_EXERCISE DESCRIPTION_. Repeat each line of the data below exactly, but skip the pictures.

_RECORDED DATA_.
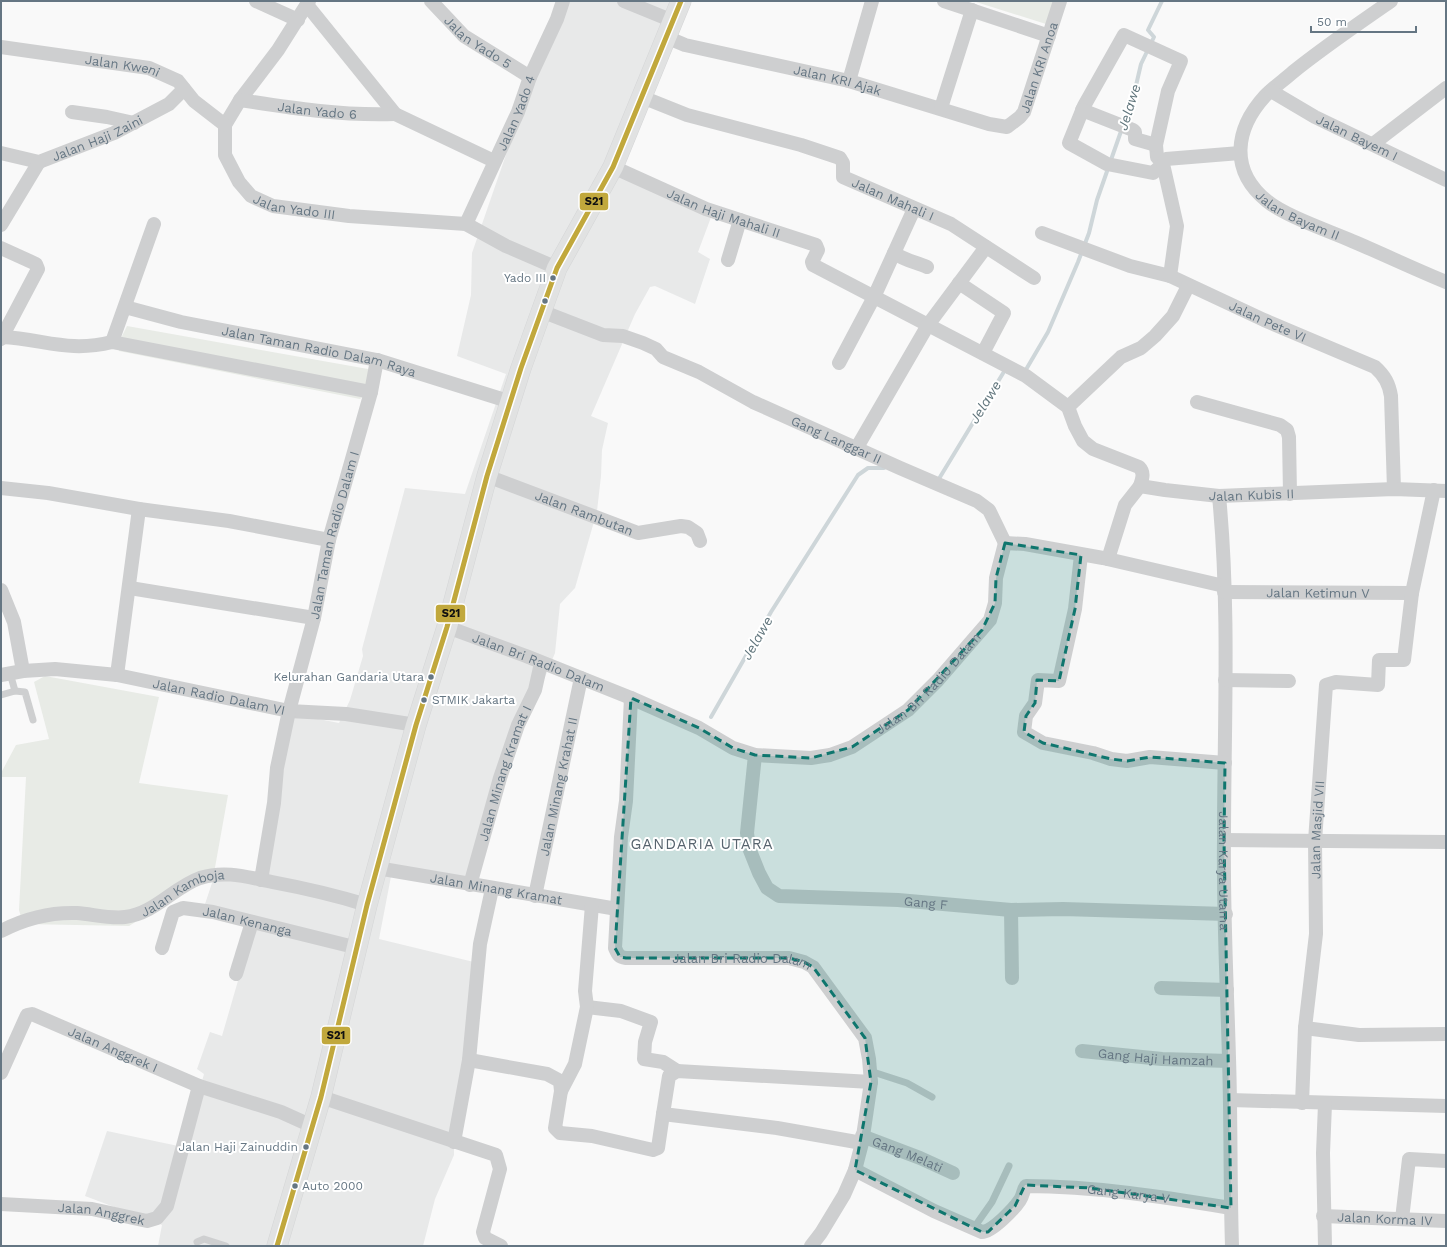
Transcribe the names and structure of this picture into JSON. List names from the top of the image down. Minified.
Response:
{"streets":{"street":["Jalan Yado 5","Jalan Kweni","Jalan KRI Anoa","Jalan KRI Ajak","Jalan Yado 6","Jalan Yado 4","Jalan Bayem I","Jalan Haji Zaini","Jalan Mahali I","Jalan Yado III","Jalan Haji Mahali II","Jalan Bayam II","Jalan Pete VI","Jalan Taman Radio Dalam Raya","Gang Langgar II","Jalan Kubis II","Jalan Rambutan","Jalan Taman Radio Dalam I","Jalan Ketimun V","Jalan Bri Radio Dalam","Jalan Radio Dalam VI","Jalan Minang Kramat I","Jalan Minang Krahat II","Jalan Masjid VII","Jalan Karya Utama","Jalan Minang Kramat","Jalan Kamboja","Gang F","Jalan Kenanga","Jalan Anggrek I","Gang Haji Hamzah","Gang Melati","Gang Karya V","Jalan Anggrek","Jalan Korma IV"]},"crossings":[["Jalan Yado 5","Jalan Yado 4"],["Jalan Kweni","Jalan Haji Zaini"],["Jalan Kweni","Jalan Yado III"],["Jalan KRI Anoa","Jalan KRI Ajak"],["Jalan Yado 6","Jalan Yado 4"],["Jalan Yado 4","Jalan Yado III"],["Jalan Bayem I","Jalan Bayam II"],["Jalan Pete VI","Jalan Kubis II"],["Jalan Taman Radio Dalam Raya","Jalan Taman Radio Dalam I"],["Gang Langgar II","Jalan Bri Radio Dalam"],["Jalan Kubis II","Jalan Karya Utama"],["Jalan Taman Radio Dalam I","Jalan Radio Dalam VI"],["Jalan Taman Radio Dalam I","Jalan Kamboja"],["Jalan Ketimun V","Jalan Masjid VII"],["Jalan Ketimun V","Jalan Karya Utama"],["Jalan Bri Radio Dalam","Jalan Minang Kramat I"],["Jalan Bri Radio Dalam","Jalan Minang Krahat II"],["Jalan Bri Radio Dalam","Jalan Minang Kramat"],["Jalan Bri Radio Dalam","Gang F"],["Jalan Bri Radio Dalam","Gang Melati"],["Jalan Minang Kramat I","Jalan Minang Kramat"],["Jalan Minang Krahat II","Jalan Minang Kramat"],["Jalan Karya Utama","Gang F"],["Jalan Karya Utama","Gang Haji Hamzah"],["Jalan Karya Utama","Gang Karya V"],["Jalan Anggrek I","Jalan Anggrek"]],"districts":["GANDARIA UTARA"],"water":["Jelawe"],"places":["Yado III","Kelurahan Gandaria Utara","STMIK Jakarta","Jalan Haji Zainuddin","Auto 2000"],"lines":["transit line S21"],"scale_bar":"50 m"}
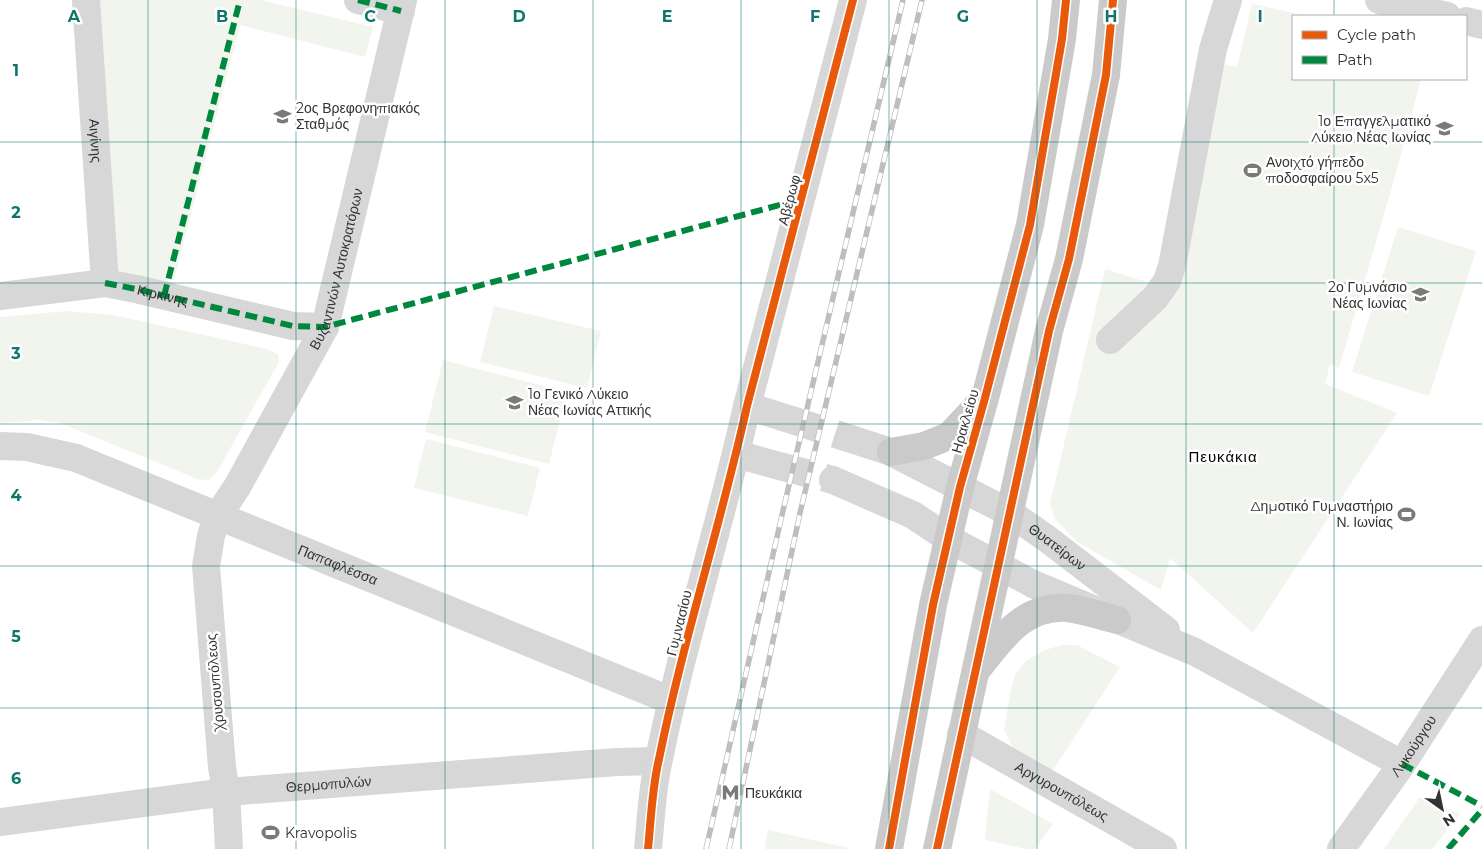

_RESULT OF THIS EXERCISE_.
Transcribe the names and structure of this picture into JSON. List names from the top of the image down. Minified.
Response:
{"streets":{"street":["Jalan Yado 5","Jalan Kweni","Jalan KRI Anoa","Jalan KRI Ajak","Jalan Yado 6","Jalan Yado 4","Jalan Bayem I","Jalan Haji Zaini","Jalan Mahali I","Jalan Yado III","Jalan Haji Mahali II","Jalan Bayam II","Jalan Pete VI","Jalan Taman Radio Dalam Raya","Gang Langgar II","Jalan Kubis II","Jalan Rambutan","Jalan Taman Radio Dalam I","Jalan Ketimun V","Jalan Bri Radio Dalam","Jalan Radio Dalam VI","Jalan Minang Kramat I","Jalan Minang Krahat II","Jalan Masjid VII","Jalan Karya Utama","Jalan Minang Kramat","Jalan Kamboja","Gang F","Jalan Kenanga","Jalan Anggrek I","Gang Haji Hamzah","Gang Melati","Gang Karya V","Jalan Anggrek","Jalan Korma IV"]},"crossings":[["Jalan Yado 5","Jalan Yado 4"],["Jalan Kweni","Jalan Haji Zaini"],["Jalan Kweni","Jalan Yado III"],["Jalan KRI Anoa","Jalan KRI Ajak"],["Jalan Yado 6","Jalan Yado 4"],["Jalan Yado 4","Jalan Yado III"],["Jalan Bayem I","Jalan Bayam II"],["Jalan Pete VI","Jalan Kubis II"],["Jalan Taman Radio Dalam Raya","Jalan Taman Radio Dalam I"],["Gang Langgar II","Jalan Bri Radio Dalam"],["Jalan Kubis II","Jalan Karya Utama"],["Jalan Taman Radio Dalam I","Jalan Radio Dalam VI"],["Jalan Taman Radio Dalam I","Jalan Kamboja"],["Jalan Ketimun V","Jalan Masjid VII"],["Jalan Ketimun V","Jalan Karya Utama"],["Jalan Bri Radio Dalam","Jalan Minang Kramat I"],["Jalan Bri Radio Dalam","Jalan Minang Krahat II"],["Jalan Bri Radio Dalam","Jalan Minang Kramat"],["Jalan Bri Radio Dalam","Gang F"],["Jalan Bri Radio Dalam","Gang Melati"],["Jalan Minang Kramat I","Jalan Minang Kramat"],["Jalan Minang Krahat II","Jalan Minang Kramat"],["Jalan Karya Utama","Gang F"],["Jalan Karya Utama","Gang Haji Hamzah"],["Jalan Karya Utama","Gang Karya V"],["Jalan Anggrek I","Jalan Anggrek"]],"districts":["GANDARIA UTARA"],"water":["Jelawe"],"places":["Yado III","Kelurahan Gandaria Utara","STMIK Jakarta","Jalan Haji Zainuddin","Auto 2000"],"lines":["transit line S21"],"scale_bar":"50 m"}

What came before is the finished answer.